Grace is a woman who inspires me. My life has been very different to hers.  I am highly educated and in the work force.  I couldn’t count the number of foreign countries I have visited in my much-travelled life. Since I was twenty I have had financial independence.  I live in a world where some women, like myself, have a lot of choices.

And yet, I look at the way Grace lived her life and that inspires me. It stirs something within me.  It makes me see new possibilities, to find my own gifts and use them in my own world.  It makes me want to live my very ordinary life with her values and insights.  Grace was a good woman and she lived a good life.  She showed love; she treated people justly; she forgave.
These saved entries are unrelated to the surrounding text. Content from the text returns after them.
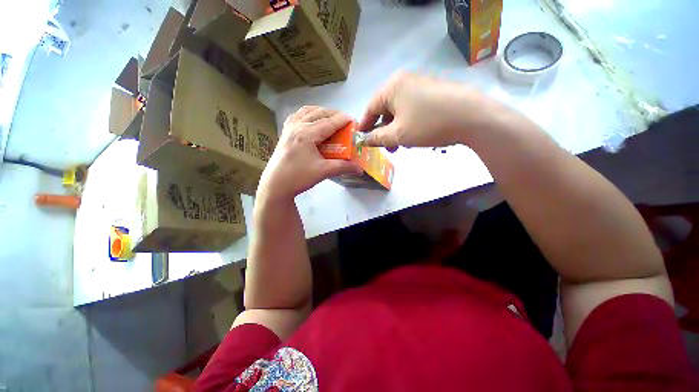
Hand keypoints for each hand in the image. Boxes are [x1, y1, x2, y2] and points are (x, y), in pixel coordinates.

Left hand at [258, 106, 361, 199]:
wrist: (276, 185)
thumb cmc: (299, 177)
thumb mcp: (324, 171)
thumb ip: (343, 167)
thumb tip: (360, 169)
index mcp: (307, 134)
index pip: (330, 122)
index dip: (344, 120)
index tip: (355, 121)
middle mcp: (297, 125)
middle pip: (319, 113)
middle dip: (334, 114)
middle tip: (345, 122)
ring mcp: (289, 128)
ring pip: (307, 111)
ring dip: (321, 112)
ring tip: (330, 119)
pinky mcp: (285, 132)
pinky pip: (297, 116)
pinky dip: (307, 114)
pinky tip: (311, 121)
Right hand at [359, 71, 506, 149]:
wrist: (472, 116)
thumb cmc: (428, 124)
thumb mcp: (398, 135)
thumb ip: (377, 138)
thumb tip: (363, 140)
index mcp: (391, 87)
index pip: (370, 108)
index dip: (365, 126)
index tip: (361, 140)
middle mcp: (404, 81)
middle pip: (385, 109)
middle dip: (383, 130)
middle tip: (385, 148)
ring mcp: (420, 84)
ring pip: (399, 111)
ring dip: (395, 129)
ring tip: (400, 145)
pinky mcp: (432, 91)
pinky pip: (412, 109)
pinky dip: (408, 123)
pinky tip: (414, 135)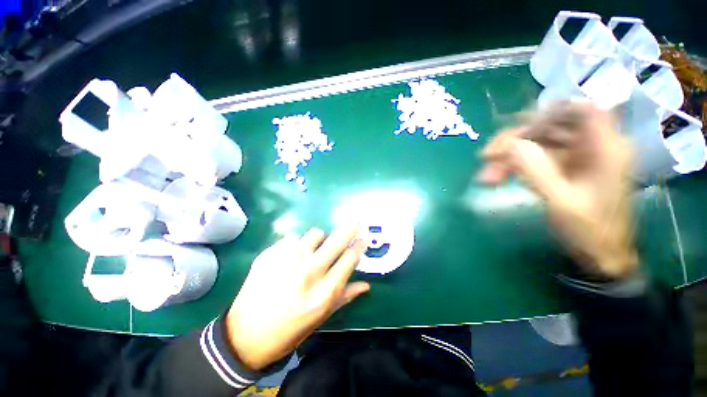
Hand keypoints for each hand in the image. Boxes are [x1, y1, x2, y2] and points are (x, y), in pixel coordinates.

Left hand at [224, 226, 368, 370]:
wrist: (245, 336)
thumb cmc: (289, 331)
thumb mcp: (321, 318)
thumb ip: (345, 297)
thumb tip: (366, 285)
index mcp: (324, 292)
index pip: (350, 259)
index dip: (359, 246)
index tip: (362, 241)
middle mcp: (308, 272)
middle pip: (337, 240)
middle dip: (350, 229)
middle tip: (355, 223)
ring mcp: (288, 260)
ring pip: (315, 233)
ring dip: (320, 239)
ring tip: (315, 247)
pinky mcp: (270, 254)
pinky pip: (292, 238)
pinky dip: (296, 244)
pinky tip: (291, 256)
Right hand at [478, 102, 637, 278]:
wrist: (599, 256)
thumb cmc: (590, 232)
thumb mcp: (561, 201)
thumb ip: (536, 170)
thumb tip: (509, 145)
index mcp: (605, 148)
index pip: (580, 109)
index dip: (549, 112)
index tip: (516, 127)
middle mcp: (591, 146)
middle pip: (550, 126)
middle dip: (514, 141)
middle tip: (485, 158)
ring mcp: (575, 157)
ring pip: (536, 144)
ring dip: (507, 158)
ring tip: (485, 178)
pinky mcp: (563, 168)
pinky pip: (533, 159)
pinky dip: (513, 167)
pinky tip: (496, 178)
  • I want to find within myself, Grace’s wisdom. She embraced what she had and did not pine for things she didn’t have.
  • I want to find within myself Grace’s commitment to justice. I want to look at the social outsiders of my era and to embrace them and to love them.
  • I want to find within myself Grace’s courage for adventure. To take an overseas trip by herself for the first and only time at 75 took a lot of pluck.
  • I want to find within myself Grace’s sense of perseverance to keep doing the routine and ordinary things of life, while striving always for what is good.
  • And most of all, I want to find within myself Grace’s ability to love. Grace did not practice any religion, yet she lived exactly the way Jesus taught people to live.

I believe the way in which an ordinary woman like Grace live their lives can be that powerful wind, the spirit of God that inspires, that transforms us, that stirs something deep within us and allows us to see new possibilities.

It was Saint Teresa of Calcutta who said:

Not all of us can do great things. But we can do small things with great love.

Most of us will live ordinary lives.  We need to recognize the spirit in one another that enables us all to live our ordinary lives well.